▶ **Saved data entries**:
----------

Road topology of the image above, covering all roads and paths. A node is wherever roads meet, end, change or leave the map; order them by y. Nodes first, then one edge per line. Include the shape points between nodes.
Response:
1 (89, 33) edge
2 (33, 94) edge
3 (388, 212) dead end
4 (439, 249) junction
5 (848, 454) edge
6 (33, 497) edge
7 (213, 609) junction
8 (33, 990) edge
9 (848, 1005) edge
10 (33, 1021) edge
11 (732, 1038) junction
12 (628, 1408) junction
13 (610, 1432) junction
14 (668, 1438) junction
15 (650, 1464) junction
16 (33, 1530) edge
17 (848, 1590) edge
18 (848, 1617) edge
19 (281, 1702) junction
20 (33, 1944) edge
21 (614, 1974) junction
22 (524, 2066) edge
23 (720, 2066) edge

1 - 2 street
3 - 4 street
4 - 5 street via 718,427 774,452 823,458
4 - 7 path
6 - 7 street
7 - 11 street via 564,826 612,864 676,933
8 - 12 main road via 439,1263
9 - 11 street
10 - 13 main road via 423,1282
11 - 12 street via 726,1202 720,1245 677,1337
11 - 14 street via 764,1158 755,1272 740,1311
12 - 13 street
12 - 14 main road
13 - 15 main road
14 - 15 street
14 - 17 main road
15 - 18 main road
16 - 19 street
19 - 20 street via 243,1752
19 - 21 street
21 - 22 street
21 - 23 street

----------

▶ **What you should do**: Make an exact copy of all the lines above.

▶ **Result of this exercise**:
Road topology of the image above, covering all roads and paths. A node is wherever roads meet, end, change or leave the map; order them by y. Nodes first, then one edge per line. Include the shape points between nodes.
Response:
1 (89, 33) edge
2 (33, 94) edge
3 (388, 212) dead end
4 (439, 249) junction
5 (848, 454) edge
6 (33, 497) edge
7 (213, 609) junction
8 (33, 990) edge
9 (848, 1005) edge
10 (33, 1021) edge
11 (732, 1038) junction
12 (628, 1408) junction
13 (610, 1432) junction
14 (668, 1438) junction
15 (650, 1464) junction
16 (33, 1530) edge
17 (848, 1590) edge
18 (848, 1617) edge
19 (281, 1702) junction
20 (33, 1944) edge
21 (614, 1974) junction
22 (524, 2066) edge
23 (720, 2066) edge

1 - 2 street
3 - 4 street
4 - 5 street via 718,427 774,452 823,458
4 - 7 path
6 - 7 street
7 - 11 street via 564,826 612,864 676,933
8 - 12 main road via 439,1263
9 - 11 street
10 - 13 main road via 423,1282
11 - 12 street via 726,1202 720,1245 677,1337
11 - 14 street via 764,1158 755,1272 740,1311
12 - 13 street
12 - 14 main road
13 - 15 main road
14 - 15 street
14 - 17 main road
15 - 18 main road
16 - 19 street
19 - 20 street via 243,1752
19 - 21 street
21 - 22 street
21 - 23 street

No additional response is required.